Charles III à Washington : l’humour royal au service d’une fragile réconciliation transatlantique
Alors que les relations anglo-américaines traversent leur crise la plus aiguë depuis l’invasion de l’Irak, le roi Charles III a réussi un tour de force diplomatique lors de sa visite d’État aux États-Unis. En pleine guerre américano-israélienne contre l’Iran, à laquelle Londres refuse de participer, le souverain a su allier la tradition du humour britannique à un discours de fond qui ne laissait aucun doute sur les positions du Royaume-Uni devant un Congrès pourtant dominé par les républicains. Devant les deux chambres, le roi a rappelé l’importance de l’Otan, défendu la souveraineté de l’Ukraine et évoqué les défis climatiques – autant de sujets qui le placent en opposition discrète mais nette avec l’administration Trump.
Le sommet symbolique de la visite fut le dîner d’État à la Maison-Blanche, où Charles a rendu à Donald Trump la monnaie de sa pièce avec un sens consommé de la repartie.
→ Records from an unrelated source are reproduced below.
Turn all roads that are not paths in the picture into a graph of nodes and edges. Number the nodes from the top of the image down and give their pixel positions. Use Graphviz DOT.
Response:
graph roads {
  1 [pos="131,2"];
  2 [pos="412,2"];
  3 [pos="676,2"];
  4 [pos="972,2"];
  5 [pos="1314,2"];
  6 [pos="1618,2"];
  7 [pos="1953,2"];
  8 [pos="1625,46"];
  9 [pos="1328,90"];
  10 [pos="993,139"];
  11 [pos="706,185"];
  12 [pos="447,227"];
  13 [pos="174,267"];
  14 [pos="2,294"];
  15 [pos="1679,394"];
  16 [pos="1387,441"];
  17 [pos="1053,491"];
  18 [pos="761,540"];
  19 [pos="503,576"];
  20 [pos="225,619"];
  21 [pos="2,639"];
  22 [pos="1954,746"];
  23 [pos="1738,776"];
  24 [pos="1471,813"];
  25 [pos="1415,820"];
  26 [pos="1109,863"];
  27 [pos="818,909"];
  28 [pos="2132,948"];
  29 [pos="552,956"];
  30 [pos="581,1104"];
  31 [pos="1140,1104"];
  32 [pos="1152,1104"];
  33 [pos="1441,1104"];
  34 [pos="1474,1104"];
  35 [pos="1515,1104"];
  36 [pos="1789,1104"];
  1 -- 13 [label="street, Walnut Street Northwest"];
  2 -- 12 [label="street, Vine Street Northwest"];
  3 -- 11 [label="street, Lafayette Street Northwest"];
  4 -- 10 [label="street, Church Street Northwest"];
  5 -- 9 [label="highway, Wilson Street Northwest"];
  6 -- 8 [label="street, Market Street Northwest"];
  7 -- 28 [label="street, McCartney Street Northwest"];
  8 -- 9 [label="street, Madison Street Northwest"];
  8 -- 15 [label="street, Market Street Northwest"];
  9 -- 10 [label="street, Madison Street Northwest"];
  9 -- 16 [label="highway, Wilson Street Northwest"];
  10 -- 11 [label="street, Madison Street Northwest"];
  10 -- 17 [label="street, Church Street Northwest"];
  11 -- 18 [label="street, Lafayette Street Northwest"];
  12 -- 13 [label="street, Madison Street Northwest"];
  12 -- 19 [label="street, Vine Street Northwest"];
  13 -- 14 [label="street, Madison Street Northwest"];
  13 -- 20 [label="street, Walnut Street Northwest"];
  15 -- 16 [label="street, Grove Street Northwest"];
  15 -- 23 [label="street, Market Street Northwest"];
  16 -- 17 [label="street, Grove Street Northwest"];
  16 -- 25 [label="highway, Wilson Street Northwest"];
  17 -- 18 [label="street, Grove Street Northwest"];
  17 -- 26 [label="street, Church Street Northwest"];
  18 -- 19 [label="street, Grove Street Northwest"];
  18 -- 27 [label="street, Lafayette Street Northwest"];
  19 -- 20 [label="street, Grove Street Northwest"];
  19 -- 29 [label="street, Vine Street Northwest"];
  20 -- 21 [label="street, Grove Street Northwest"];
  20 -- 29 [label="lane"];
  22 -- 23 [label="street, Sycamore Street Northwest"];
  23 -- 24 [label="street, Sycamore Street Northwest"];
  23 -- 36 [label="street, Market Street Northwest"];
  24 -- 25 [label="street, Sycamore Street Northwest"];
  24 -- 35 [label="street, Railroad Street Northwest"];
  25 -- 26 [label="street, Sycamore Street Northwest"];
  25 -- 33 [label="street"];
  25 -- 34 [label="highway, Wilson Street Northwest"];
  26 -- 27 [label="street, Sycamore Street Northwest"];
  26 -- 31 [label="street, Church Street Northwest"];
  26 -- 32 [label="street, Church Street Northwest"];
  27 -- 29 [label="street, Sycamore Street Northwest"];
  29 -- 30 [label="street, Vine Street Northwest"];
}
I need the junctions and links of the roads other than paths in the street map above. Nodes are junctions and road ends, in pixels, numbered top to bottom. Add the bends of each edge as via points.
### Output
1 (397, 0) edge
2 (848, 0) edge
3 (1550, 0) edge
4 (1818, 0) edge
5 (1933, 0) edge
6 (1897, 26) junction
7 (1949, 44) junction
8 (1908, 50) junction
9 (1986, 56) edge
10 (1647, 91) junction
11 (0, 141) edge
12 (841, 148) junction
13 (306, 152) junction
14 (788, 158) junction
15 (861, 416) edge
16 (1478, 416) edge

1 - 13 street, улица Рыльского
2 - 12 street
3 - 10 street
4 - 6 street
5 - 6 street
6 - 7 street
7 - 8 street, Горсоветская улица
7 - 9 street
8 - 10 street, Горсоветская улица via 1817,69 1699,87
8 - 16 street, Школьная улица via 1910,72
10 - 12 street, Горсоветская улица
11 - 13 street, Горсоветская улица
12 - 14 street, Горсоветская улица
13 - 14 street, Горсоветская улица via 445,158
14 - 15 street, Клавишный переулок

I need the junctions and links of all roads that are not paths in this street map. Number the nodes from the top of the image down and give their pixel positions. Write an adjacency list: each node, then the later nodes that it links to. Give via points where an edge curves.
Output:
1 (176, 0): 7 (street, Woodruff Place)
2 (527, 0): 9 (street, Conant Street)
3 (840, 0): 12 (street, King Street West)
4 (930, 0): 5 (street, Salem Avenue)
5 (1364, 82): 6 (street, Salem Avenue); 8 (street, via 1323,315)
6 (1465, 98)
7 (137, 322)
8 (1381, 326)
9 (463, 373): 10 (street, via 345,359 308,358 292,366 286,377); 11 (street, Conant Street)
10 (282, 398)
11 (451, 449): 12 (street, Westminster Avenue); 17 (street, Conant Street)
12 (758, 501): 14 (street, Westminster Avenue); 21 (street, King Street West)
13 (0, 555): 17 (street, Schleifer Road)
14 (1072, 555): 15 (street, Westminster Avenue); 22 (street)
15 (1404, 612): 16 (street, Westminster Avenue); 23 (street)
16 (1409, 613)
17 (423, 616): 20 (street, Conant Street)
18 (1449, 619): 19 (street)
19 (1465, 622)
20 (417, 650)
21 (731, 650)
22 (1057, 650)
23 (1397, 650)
Trump avait déclaré en janvier à Davos que sans les États-Unis, les Européens parleraient allemand. Le roi répondit en souriant : « Sans nous, vous parleriez français. » La réplique, saluée par les rires de l’assistance, a rapidement fait le tour du monde, recueillant un commentaire ironique du président Macron – « Ce serait chic » –, ce qui a mis en lumière la dimension francophone de l’échange, suivi avec intérêt au Canada, en Belgique et dans plusieurs pays africains où l’héritage linguistique britannique et français demeure un marqueur identitaire.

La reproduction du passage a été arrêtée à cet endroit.